QUALCUNO ERA COMUNISTA (E L’ALTRO FASCISTA)

Più che un rilancio, un papocchio in salsa biancavillese. Scusate, ma che altra definizione trovare? Siamo seri. Dimenticate per un momento le vostre convinzioni politiche e le simpatie personali, riflettete un minuto. Ci era stato detto che l’azzeramento sarebbe servito a chiudere polemiche e diatribe e a resettare gli equilibri tra gli alleati. Ci era stato promesso che l’operazione sarebbe servita a motivare la coalizione. Ci era stato assicurato che sarebbe stata ricostituita una giunta di rigore e di alto profilo, proiettata alle prossime Amministrative. E invece?
Invece, tutto si è risolto in un banalissimo gioco di poltrone e rimescolamento di nomi, utile a far saltare qualche ingombro, che poco o niente ha a che fare con una visione in prospettiva, tanto meno con il programma amministrativo. Potevano dirlo prima. Soprattutto Forza Italia, che da mesi chiedeva il terzo assessore o la vicesindacatura o la presidenza del Consiglio o la vicepresidenza o deleghe più corpose o il direttore artistico o incarichi professionali. Un grande botto per una fioca scintilla. Tempo perso. Spettacolo circense. Squallido teatrino di provincia. Peggio dei peggiori “film” proiettati dal Centrosinistra.
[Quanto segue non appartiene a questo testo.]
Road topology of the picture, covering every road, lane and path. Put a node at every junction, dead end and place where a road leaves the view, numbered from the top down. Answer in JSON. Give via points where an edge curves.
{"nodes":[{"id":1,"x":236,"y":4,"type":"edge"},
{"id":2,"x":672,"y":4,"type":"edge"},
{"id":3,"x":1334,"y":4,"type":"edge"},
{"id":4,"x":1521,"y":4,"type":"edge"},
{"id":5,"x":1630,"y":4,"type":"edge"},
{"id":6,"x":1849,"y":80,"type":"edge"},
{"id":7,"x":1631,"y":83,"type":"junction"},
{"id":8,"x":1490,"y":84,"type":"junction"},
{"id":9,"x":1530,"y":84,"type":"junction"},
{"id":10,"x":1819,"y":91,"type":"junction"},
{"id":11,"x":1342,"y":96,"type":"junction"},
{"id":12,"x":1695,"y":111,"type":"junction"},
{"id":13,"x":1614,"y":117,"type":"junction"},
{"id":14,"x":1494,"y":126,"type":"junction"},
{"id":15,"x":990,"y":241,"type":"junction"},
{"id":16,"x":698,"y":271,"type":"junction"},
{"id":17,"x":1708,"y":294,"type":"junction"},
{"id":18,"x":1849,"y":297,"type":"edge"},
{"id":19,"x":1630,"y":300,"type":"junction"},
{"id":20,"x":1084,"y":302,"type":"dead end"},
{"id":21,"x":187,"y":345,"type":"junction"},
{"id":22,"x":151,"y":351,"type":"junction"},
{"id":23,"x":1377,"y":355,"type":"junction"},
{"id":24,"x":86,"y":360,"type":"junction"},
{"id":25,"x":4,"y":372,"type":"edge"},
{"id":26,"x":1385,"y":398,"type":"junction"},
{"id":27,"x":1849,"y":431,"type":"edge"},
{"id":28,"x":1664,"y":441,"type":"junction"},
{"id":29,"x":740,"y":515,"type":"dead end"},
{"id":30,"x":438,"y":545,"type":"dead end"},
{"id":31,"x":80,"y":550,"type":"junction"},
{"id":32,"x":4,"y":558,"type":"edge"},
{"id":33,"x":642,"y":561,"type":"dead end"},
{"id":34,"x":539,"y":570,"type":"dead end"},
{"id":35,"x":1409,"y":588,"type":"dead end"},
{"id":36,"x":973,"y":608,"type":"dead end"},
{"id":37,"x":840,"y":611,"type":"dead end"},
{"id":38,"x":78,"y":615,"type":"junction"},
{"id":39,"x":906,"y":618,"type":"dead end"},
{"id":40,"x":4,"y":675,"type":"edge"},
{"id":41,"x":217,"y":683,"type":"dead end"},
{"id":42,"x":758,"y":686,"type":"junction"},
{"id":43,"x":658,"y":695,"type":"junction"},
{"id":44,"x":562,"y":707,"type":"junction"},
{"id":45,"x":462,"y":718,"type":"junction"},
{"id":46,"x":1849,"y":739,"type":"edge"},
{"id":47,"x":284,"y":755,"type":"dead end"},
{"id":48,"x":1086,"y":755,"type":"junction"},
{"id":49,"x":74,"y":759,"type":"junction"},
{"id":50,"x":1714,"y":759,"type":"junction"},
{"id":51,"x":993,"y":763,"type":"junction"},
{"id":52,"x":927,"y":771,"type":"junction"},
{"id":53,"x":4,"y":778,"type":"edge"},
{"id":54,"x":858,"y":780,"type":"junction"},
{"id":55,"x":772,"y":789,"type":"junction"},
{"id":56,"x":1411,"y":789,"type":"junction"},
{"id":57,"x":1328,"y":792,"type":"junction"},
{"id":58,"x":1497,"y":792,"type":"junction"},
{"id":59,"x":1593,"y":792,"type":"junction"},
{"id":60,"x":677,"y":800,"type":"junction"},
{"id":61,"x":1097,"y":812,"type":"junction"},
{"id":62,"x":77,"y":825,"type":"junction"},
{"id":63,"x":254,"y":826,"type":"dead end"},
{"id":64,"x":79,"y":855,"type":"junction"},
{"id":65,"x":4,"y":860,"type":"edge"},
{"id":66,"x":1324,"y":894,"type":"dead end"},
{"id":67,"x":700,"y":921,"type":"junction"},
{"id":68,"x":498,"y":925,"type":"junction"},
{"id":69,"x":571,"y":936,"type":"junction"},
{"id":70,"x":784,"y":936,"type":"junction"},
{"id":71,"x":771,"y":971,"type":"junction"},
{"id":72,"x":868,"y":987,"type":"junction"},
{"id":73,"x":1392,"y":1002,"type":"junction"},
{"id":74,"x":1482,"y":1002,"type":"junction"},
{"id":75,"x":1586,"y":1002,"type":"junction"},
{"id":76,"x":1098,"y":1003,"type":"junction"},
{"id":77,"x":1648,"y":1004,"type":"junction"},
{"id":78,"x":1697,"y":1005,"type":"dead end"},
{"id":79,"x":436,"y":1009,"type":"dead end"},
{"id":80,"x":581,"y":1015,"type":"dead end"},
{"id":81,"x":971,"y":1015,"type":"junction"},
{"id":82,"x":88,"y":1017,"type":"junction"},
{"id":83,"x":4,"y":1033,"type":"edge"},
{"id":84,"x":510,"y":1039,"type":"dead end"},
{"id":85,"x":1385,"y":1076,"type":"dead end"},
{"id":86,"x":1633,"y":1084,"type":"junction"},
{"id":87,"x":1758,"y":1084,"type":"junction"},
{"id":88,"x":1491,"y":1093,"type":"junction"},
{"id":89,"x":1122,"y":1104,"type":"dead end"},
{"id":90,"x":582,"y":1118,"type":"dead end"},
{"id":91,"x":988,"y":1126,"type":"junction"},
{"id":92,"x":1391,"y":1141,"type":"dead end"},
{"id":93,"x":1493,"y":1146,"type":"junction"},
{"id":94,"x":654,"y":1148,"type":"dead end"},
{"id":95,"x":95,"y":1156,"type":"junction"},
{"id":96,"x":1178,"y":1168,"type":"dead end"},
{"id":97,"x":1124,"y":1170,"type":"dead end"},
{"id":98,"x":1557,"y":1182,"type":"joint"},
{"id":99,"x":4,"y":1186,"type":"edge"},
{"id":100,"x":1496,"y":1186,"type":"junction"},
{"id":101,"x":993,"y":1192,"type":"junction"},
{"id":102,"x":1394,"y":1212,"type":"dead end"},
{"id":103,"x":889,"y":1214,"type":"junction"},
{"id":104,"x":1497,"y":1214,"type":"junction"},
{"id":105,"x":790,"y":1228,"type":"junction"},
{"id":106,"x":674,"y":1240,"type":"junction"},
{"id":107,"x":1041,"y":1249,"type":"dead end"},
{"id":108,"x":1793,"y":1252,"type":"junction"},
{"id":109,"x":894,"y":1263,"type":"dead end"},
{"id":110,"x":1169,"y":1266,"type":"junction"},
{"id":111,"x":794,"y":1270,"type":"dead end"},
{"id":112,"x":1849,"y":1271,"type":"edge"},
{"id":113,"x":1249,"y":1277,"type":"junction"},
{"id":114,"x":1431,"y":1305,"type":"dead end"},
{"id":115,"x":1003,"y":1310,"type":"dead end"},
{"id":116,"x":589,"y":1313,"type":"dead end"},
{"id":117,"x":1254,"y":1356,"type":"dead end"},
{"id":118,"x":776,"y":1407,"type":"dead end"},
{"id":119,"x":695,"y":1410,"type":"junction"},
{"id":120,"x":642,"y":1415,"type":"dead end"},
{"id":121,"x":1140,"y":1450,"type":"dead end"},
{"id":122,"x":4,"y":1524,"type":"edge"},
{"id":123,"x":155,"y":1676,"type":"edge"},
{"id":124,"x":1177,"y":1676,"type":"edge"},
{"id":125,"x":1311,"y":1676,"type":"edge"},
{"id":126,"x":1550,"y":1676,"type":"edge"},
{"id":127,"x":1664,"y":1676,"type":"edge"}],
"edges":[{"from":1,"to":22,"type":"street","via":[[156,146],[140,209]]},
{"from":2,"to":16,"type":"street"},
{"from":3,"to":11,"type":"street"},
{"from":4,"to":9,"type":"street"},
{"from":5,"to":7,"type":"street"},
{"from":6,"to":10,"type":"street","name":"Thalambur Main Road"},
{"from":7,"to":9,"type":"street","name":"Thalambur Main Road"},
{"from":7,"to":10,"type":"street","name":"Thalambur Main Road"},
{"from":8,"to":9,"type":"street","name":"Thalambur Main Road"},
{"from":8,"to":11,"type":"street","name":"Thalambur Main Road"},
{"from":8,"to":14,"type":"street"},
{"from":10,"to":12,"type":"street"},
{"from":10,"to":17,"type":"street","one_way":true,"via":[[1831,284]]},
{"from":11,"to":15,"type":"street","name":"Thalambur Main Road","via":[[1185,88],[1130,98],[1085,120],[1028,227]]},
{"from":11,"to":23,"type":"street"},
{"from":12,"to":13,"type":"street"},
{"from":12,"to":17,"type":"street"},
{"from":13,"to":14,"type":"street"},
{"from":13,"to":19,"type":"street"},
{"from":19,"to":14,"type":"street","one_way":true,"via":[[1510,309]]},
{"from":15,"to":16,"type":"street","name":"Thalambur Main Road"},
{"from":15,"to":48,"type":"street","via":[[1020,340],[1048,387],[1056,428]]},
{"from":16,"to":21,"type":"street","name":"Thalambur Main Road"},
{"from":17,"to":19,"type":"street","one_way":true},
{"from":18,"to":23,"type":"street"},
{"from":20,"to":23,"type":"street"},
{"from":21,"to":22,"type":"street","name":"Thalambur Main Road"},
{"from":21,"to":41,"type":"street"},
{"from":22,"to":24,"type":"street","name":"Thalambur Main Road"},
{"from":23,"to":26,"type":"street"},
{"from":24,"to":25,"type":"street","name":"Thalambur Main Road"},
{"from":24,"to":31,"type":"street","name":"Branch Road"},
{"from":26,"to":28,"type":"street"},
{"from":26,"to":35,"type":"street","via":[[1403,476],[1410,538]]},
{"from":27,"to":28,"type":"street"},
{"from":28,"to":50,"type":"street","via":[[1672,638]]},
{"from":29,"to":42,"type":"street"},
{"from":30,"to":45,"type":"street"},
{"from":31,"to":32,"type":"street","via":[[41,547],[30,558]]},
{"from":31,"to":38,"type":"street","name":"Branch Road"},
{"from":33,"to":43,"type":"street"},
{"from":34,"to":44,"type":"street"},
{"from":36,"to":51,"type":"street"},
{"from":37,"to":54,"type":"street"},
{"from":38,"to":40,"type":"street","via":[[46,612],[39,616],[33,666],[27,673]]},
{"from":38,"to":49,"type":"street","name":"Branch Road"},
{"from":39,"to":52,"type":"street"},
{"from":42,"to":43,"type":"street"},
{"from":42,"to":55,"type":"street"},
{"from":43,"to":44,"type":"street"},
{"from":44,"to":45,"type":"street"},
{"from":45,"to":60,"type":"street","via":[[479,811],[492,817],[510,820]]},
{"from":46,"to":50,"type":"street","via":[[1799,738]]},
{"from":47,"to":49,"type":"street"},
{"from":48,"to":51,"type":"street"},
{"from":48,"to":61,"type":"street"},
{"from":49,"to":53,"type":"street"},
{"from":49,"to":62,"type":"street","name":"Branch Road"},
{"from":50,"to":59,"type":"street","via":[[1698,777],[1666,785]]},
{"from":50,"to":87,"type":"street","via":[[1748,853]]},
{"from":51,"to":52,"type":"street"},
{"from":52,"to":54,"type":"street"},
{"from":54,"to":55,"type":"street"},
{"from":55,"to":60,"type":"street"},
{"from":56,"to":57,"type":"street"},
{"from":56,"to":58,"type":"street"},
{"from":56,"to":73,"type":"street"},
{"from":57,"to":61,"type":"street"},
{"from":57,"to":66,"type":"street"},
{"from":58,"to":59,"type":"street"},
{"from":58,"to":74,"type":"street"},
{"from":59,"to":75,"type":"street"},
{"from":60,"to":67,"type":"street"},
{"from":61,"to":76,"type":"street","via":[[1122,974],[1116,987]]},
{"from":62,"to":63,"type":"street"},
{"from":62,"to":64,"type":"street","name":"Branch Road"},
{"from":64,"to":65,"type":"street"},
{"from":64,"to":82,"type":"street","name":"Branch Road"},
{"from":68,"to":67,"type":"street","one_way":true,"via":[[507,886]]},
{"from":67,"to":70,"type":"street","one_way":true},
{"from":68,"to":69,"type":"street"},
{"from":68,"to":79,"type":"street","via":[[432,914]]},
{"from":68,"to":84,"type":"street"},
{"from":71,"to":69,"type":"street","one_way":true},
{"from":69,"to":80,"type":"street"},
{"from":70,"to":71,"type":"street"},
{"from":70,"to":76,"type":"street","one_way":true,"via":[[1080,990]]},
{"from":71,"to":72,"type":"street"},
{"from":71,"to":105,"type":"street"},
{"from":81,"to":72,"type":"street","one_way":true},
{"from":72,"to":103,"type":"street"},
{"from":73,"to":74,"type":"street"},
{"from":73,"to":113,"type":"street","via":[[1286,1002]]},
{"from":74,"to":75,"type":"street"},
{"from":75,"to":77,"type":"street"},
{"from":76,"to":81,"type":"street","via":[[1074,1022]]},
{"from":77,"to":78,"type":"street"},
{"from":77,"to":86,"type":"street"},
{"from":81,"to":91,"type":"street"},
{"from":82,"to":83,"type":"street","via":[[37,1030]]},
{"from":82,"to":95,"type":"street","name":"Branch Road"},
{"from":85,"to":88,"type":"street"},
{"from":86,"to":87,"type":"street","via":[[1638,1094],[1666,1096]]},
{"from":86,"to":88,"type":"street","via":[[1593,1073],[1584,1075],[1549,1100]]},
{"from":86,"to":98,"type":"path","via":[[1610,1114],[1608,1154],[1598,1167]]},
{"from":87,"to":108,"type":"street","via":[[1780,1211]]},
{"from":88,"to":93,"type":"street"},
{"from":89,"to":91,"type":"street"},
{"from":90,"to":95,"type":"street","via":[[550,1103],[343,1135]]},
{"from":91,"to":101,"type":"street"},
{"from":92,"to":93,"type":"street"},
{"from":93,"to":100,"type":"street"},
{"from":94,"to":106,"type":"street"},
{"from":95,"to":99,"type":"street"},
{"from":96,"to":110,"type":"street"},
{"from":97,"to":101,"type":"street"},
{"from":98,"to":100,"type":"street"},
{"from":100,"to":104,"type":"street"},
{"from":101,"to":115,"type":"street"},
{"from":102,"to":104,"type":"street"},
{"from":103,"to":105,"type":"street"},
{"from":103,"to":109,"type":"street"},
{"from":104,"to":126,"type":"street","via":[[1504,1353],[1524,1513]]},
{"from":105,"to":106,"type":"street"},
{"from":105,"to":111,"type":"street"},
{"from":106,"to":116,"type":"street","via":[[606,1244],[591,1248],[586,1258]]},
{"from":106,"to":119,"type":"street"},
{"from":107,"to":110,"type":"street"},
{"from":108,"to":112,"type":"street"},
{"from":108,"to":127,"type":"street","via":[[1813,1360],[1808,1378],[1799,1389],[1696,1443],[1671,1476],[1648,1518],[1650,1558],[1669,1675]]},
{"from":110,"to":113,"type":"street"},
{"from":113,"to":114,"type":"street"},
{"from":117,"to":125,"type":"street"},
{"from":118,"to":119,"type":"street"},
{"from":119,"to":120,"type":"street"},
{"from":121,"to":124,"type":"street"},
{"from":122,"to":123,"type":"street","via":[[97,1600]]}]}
E poi… Già, come non parlarne? Il Fatto. Il Grande Fatto. Il ripescaggio di Alfio Petralia. Il compagno Petralia. In una Biancavilla lontana anni luce dalla partecipazione democratica, in una Biancavilla indifferente e apatica, può capitare (ed è capitato) che un’operazione come la nomina di un ex comunista ad assessore di un sindaco post-fascista (nomina che ha tutti gli elementi per essere definita “storica”) passi sotto un sorprendente silenzio. Un assordante silenzio, che la dice lunga sul grado di interesse dei biancavillesi alla vita pubblica. Nessun esponente della “classe dirigente”, nessun intellettuale o libero pensatore ha aperto bocca. In tv, il primo cittadino, non a caso, ha avuto modo di commentare che la gente non ne vuole sapere di tutti questi discorsi politici: la verifica, il rimpasto, le polemiche, i botta-e-risposta. E lo ha detto con tono consolatorio. Una consolazione per una realtà di mutismo menefreghista che, invece, dovrebbe essere motivo di preoccupazione per tutti. Una comunità che non giudica e non si occupa dei comportamenti dei propri rappresentanti politici non dimostra un grande senso democratico! E, come volevasi dimostrare, ecco il silenzio sulla nomina di Petralia, già sindaco comunista, già consigliere e assessore comunista, già segretario del Pds, già segretario dei Ds, già avversario storico di Mario Cantarella. Già, già, già.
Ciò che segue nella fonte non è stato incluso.